### Work instruction
Copy out each line of the listing that has the word "main" in it.
§ §
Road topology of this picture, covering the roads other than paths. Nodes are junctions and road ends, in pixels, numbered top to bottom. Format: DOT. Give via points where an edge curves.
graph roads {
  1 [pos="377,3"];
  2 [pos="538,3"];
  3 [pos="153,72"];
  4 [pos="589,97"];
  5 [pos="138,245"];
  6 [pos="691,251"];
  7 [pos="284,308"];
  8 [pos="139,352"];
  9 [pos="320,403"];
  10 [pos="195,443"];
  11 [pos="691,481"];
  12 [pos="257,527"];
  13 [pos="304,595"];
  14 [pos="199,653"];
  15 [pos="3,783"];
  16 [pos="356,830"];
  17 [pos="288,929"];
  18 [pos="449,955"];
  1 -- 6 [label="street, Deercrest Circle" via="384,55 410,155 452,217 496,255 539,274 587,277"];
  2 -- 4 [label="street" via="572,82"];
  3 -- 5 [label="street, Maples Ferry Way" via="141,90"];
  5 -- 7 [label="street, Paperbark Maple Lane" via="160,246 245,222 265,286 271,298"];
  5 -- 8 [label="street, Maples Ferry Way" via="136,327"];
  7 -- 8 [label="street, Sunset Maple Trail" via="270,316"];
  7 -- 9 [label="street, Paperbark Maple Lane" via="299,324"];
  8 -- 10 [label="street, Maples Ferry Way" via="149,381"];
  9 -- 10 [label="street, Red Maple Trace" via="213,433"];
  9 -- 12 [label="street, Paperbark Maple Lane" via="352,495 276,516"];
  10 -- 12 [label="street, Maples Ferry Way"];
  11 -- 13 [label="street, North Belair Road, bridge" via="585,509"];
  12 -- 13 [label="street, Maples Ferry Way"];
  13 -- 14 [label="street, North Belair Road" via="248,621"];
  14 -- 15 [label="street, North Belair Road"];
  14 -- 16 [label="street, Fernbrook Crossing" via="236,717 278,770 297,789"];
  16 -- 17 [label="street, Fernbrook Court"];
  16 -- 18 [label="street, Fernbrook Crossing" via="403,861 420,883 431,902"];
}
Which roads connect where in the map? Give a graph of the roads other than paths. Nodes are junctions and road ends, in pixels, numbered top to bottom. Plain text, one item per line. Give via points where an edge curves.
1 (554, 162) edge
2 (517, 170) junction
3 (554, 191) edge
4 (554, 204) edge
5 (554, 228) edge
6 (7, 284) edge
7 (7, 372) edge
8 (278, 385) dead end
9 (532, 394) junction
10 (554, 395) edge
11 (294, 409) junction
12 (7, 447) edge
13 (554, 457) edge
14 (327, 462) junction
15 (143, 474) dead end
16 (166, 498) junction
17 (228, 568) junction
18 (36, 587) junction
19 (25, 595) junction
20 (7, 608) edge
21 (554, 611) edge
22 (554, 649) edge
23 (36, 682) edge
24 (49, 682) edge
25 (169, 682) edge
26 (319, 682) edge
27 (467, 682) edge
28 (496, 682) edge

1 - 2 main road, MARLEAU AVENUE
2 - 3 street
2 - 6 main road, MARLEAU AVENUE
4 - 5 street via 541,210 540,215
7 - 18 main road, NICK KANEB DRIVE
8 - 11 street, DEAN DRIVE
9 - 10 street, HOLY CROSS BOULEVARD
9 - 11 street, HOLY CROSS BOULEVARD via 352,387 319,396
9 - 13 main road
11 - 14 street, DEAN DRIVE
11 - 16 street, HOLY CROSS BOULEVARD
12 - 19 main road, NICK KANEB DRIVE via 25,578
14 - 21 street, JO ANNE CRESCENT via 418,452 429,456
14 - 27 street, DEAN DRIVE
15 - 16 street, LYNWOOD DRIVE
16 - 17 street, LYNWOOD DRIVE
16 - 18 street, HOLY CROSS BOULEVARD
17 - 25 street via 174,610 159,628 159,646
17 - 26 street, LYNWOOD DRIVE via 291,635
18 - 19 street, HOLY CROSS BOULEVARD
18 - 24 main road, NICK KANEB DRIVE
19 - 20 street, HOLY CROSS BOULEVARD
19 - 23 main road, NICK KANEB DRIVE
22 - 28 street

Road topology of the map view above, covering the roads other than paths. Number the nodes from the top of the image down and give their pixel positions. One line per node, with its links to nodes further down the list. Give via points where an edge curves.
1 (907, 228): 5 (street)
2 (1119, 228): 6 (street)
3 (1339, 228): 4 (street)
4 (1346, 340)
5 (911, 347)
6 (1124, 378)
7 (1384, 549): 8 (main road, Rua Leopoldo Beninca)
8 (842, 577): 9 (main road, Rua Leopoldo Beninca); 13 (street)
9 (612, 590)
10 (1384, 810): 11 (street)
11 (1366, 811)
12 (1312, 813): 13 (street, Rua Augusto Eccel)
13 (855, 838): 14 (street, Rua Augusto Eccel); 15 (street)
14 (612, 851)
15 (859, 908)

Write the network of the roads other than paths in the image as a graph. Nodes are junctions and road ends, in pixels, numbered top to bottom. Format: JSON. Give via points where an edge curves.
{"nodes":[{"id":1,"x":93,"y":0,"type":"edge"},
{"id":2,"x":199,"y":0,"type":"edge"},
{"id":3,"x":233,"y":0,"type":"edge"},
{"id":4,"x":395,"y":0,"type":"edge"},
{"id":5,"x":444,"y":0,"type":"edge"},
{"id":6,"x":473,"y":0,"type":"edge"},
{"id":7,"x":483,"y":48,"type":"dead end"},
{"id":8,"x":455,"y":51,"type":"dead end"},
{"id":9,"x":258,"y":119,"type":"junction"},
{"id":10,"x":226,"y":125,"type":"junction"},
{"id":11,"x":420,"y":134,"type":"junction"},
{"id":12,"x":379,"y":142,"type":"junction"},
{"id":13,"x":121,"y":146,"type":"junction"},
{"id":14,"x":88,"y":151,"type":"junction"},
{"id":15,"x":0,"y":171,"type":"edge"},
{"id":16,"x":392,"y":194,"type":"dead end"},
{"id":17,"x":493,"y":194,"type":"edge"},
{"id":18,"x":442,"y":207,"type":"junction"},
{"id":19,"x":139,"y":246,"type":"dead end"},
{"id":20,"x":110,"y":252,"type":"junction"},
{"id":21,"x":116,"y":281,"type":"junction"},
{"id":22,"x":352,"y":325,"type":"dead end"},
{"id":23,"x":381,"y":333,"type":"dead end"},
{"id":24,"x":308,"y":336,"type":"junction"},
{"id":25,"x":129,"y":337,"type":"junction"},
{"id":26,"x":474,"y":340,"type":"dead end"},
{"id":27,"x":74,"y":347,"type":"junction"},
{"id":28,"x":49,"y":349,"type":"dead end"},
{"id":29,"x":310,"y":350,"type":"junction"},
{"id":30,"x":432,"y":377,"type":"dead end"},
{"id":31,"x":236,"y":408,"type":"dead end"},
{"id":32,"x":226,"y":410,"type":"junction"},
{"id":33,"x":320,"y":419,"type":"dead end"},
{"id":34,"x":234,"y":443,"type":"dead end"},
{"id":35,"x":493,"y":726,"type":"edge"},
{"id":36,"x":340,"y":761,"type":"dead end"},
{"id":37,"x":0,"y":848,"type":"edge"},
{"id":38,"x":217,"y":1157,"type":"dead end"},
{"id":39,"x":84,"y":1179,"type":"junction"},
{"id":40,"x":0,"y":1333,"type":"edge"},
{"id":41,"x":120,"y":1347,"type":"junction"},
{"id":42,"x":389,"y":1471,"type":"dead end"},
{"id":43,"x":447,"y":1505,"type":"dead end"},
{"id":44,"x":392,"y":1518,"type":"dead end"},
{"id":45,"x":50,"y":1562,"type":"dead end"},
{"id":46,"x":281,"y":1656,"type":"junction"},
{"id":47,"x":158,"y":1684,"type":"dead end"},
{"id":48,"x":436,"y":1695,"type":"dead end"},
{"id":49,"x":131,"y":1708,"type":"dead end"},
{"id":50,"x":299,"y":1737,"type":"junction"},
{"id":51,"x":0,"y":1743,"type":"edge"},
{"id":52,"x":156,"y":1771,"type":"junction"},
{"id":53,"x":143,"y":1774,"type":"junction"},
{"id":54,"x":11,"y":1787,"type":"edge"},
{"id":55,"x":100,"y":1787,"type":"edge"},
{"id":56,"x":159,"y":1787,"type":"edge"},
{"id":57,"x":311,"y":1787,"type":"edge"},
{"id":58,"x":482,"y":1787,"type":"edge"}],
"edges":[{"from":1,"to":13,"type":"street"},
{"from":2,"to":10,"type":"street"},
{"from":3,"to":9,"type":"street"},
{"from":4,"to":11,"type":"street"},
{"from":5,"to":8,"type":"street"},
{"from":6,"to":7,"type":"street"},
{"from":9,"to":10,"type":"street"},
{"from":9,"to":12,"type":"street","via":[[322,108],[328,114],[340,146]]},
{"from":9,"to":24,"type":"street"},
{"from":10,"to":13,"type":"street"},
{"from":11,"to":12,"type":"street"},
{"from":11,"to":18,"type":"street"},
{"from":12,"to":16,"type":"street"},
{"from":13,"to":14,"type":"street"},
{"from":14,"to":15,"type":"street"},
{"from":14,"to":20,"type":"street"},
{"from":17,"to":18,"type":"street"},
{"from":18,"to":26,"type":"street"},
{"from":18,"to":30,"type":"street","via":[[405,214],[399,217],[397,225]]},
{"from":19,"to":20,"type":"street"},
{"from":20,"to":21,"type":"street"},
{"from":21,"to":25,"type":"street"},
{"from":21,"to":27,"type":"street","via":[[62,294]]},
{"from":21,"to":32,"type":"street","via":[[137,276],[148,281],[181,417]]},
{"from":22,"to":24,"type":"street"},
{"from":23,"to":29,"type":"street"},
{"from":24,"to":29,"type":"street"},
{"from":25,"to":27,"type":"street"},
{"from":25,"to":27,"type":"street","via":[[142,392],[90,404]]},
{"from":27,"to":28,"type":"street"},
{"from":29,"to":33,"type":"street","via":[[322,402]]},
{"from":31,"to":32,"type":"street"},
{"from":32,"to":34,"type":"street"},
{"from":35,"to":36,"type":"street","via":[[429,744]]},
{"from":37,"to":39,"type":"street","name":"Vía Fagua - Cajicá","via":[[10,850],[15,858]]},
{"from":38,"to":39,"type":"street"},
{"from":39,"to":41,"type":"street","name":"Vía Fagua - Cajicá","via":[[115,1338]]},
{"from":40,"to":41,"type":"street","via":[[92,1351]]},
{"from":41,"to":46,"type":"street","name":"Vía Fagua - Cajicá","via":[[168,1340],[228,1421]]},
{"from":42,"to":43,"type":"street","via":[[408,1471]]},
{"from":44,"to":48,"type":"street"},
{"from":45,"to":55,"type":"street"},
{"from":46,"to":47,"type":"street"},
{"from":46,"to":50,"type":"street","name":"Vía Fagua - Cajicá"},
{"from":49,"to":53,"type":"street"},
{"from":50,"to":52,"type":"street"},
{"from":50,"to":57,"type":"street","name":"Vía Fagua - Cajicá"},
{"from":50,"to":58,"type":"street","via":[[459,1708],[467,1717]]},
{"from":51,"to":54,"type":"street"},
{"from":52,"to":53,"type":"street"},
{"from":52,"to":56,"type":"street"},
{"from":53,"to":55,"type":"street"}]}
§ §
### Worked solution
1 - 2 main road, MARLEAU AVENUE
2 - 6 main road, MARLEAU AVENUE
7 - 18 main road, NICK KANEB DRIVE
9 - 13 main road
12 - 19 main road, NICK KANEB DRIVE via 25,578
18 - 24 main road, NICK KANEB DRIVE
19 - 23 main road, NICK KANEB DRIVE
7 (1384, 549): 8 (main road, Rua Leopoldo Beninca)
8 (842, 577): 9 (main road, Rua Leopoldo Beninca); 13 (street)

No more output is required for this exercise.